REGGIO EMILIA – Una spirale di violenza domestica è degenerata in una notte di autentico terrore per i residenti di una palazzina in località Masone, alla periferia di Reggio Emilia. Un uomo di 32 anni, già noto alle forze dell’ordine, è stato arrestato al termine di ore di alta tensione, durante le quali ha tenuto in scacco un intero condominio, minacciando una strage. Le accuse a suo carico sono pesantissime: maltrattamenti in famiglia aggravati dalla presenza di minori, resistenza e minaccia a pubblico ufficiale, e danneggiamento.

L’INIZIO DELL’INCUBO: L’AGGRESSIONE E L’ALLARME

Tutto ha avuto inizio intorno alla mezzanotte della scorsa notte, quando le urla provenienti da un appartamento al terzo piano di un edificio in via Socrate hanno rotto il silenzio. Un vicino, allarmato dalla violenza del litigio, ha composto il numero di emergenza 112, dando il via a un’imponente operazione di sicurezza. All’interno dell’abitazione, il 32enne aveva appena aggredito brutalmente la moglie e la propria madre. Secondo le ricostruzioni, l’uomo avrebbe prima spintonato e minacciato di morte la consorte, per poi colpire con un pugno al volto la madre, intervenuta coraggiosamente in difesa della nuora. Il tutto si è consumato sotto gli occhi atterriti dei figli minori della coppia.

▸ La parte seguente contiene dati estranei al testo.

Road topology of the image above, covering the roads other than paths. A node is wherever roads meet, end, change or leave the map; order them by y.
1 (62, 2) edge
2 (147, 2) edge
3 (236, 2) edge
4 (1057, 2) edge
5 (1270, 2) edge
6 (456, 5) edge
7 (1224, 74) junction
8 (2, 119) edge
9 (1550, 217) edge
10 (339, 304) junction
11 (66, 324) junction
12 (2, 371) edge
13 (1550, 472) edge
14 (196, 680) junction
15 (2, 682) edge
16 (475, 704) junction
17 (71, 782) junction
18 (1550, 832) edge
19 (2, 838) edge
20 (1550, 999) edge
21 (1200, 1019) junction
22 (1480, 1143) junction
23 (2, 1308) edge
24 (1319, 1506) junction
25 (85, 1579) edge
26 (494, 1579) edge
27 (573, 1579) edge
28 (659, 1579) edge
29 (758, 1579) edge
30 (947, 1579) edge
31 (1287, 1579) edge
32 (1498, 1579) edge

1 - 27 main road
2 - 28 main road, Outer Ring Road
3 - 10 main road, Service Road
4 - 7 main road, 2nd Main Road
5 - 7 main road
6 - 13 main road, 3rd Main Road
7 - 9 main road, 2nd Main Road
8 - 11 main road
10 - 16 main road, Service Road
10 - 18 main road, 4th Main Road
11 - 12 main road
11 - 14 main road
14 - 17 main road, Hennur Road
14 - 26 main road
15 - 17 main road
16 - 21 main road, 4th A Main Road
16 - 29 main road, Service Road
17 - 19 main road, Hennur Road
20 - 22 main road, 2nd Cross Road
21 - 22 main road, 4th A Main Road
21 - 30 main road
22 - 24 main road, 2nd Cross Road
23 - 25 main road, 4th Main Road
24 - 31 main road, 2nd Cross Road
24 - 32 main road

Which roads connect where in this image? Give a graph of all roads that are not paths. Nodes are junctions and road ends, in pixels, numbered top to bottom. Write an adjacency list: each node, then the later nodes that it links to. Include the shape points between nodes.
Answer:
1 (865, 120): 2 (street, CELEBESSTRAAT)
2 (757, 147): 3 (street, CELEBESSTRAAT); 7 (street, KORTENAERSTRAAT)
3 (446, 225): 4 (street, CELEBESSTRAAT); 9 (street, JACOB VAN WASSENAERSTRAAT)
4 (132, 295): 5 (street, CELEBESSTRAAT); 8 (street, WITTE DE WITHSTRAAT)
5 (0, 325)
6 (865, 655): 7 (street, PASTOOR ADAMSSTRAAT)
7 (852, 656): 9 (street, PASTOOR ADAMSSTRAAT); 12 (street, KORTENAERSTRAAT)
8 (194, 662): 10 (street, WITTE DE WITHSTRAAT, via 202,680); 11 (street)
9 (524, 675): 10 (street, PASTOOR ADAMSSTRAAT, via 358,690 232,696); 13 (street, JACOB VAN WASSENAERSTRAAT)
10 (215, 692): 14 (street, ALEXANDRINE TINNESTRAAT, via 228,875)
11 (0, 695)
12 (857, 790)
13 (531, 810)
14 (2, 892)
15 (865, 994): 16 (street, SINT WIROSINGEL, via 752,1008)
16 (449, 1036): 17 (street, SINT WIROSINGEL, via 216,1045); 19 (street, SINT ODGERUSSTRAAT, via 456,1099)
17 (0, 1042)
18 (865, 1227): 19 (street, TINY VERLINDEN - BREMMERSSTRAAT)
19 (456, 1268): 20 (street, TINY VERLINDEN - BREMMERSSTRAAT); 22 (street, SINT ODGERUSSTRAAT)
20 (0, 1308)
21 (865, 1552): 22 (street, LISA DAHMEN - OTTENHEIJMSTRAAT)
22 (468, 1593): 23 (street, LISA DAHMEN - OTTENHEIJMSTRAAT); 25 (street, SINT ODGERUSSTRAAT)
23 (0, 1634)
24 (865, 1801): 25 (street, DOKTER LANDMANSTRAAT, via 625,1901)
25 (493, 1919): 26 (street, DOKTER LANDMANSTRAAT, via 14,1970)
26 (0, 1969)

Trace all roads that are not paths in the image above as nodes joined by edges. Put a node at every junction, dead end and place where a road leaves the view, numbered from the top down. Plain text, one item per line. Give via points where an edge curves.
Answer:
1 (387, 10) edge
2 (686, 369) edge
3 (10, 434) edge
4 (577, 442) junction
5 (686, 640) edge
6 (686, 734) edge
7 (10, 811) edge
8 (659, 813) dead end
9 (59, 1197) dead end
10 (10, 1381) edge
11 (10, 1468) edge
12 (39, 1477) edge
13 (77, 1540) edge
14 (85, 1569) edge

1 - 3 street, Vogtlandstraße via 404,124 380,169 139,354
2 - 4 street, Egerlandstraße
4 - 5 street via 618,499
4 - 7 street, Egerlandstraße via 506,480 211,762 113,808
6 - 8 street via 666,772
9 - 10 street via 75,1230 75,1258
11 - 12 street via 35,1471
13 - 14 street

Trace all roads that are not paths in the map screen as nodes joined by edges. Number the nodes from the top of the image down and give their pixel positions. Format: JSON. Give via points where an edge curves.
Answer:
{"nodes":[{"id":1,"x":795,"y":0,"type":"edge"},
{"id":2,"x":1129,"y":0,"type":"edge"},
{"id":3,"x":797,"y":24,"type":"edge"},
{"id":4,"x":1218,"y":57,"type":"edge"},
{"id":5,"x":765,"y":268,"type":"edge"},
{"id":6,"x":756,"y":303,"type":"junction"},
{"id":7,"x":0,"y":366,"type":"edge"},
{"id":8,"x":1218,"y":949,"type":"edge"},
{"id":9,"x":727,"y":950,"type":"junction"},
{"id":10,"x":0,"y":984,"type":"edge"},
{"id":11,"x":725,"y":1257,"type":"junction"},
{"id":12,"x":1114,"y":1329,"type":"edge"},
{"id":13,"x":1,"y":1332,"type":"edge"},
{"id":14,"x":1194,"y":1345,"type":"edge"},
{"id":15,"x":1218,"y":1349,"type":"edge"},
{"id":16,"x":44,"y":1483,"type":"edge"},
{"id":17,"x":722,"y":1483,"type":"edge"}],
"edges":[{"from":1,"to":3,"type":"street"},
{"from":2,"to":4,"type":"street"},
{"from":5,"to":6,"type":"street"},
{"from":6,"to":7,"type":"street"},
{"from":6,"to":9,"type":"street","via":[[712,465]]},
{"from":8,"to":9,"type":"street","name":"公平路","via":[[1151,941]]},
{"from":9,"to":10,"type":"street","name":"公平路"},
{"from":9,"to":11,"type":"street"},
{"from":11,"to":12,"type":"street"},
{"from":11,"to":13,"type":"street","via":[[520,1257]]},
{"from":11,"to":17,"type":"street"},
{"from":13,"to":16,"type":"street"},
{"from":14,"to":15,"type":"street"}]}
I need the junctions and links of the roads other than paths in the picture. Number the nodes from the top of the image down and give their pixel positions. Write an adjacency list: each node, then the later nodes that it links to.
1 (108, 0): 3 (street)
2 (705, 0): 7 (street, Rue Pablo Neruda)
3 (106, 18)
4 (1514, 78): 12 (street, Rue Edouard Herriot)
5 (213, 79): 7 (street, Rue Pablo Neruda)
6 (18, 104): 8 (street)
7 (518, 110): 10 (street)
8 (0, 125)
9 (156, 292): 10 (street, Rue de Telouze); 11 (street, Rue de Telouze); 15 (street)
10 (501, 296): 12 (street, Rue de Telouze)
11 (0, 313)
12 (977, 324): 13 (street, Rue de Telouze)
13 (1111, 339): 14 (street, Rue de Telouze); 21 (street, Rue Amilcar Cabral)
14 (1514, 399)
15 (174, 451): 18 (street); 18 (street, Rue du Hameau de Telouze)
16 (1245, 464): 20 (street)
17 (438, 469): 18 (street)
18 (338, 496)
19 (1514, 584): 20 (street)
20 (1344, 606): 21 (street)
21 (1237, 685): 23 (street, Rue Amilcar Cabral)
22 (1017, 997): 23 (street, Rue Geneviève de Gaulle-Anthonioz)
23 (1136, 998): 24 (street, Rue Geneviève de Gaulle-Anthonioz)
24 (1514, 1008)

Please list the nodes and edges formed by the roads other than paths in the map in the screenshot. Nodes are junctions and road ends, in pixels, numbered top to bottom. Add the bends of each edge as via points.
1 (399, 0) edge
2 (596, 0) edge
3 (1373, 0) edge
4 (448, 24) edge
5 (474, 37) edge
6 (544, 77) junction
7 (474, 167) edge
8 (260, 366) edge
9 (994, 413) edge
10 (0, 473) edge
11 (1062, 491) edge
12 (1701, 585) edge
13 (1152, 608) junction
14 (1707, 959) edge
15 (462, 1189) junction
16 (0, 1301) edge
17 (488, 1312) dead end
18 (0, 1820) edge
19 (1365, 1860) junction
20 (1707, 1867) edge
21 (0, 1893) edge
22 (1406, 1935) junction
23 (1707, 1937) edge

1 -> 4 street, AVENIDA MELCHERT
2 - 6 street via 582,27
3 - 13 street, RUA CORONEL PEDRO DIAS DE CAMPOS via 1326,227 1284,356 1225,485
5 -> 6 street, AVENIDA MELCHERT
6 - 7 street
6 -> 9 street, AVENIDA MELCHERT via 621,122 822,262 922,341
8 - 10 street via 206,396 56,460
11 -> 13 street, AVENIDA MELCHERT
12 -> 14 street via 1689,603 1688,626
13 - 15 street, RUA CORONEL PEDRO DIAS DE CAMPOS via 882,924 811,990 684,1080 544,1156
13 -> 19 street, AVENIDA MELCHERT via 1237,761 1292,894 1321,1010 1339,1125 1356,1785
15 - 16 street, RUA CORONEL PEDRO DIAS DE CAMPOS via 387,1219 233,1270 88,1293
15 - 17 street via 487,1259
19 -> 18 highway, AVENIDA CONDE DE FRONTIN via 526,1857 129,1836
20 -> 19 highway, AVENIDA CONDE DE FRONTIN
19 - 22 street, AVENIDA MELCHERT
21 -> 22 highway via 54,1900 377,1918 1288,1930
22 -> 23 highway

Mentre le pattuglie dei Carabinieri e della Polizia si precipitavano sul posto, le due donne e i bambini sono riusciti miracolosamente a fuggire dall’appartamento, trovando rifugio e salvezza grazie all’aiuto di un vicino di casa. A quel punto, l’aggressore si è asserragliato all’interno, dando inizio a un pericoloso braccio di ferro con le autorità.

ORE DI TENSIONE: LE MINACCE E L’EVACUAZIONE

Dall’interno dell’appartamento, l’uomo ha iniziato a lanciare minacce di morte agli operatori schierati all’esterno, sostenendo di essere armato con una pistola e diversi coltelli. La situazione è precipitata quando gli agenti hanno udito degli scoppi, in un primo momento scambiati per colpi d’arma da fuoco, e hanno percepito un forte e inconfondibile odore di gas provenire dalla porta d’ingresso. L’uomo aveva deliberatamente aperto il rubinetto del gas, minacciando di far saltare in aria l’intero edificio.

Di fronte a un pericolo così grave e imminente, i Carabinieri e i Vigili del Fuoco, giunti rapidamente sul posto insieme ai sanitari del 118, hanno preso una decisione drastica ma necessaria: evacuare l’intera palazzina. Tutte le famiglie residenti sono state fatte allontanare in fretta e furia, per metterle al sicuro da una potenziale, devastante esplosione.

LA NEGOZIAZIONE E L’ARRESTO

Mentre lo stabile veniva messo in sicurezza, i militari della Sezione Radiomobile di Reggio Emilia hanno avviato una delicata e paziente opera di negoziazione. Nonostante l’altissimo livello di tensione, i Carabinieri sono riusciti a instaurare un dialogo con il 32enne, cercando di calmarlo e di convincerlo a desistere dai suoi propositi. La loro professionalità e lucidità, lodata anche dal sindacato SIM Carabinieri, si è rivelata fondamentale. Dopo una lunga trattativa, l’uomo ha finalmente ceduto, uscendo dall’appartamento e consegnandosi alle forze dell’ordine senza opporre ulteriore resistenza.

Una volta all’interno, i Vigili del Fuoco hanno potuto effettuare un sopralluogo, accertando che gli scoppi uditi erano stati causati da alcuni petardi fatti esplodere dall’uomo e confermando che la valvola del gas era stata effettivamente aperta. Messo in sicurezza l’impianto, i residenti hanno potuto fare rientro nelle loro abitazioni, ponendo fine a una notte da incubo. Le due donne aggredite sono state assistite sul posto dal personale del 118; fortunatamente non hanno riportato lesioni gravi. Il 32enne è stato invece arrestato e condotto in carcere, a disposizione della Procura di Reggio Emilia.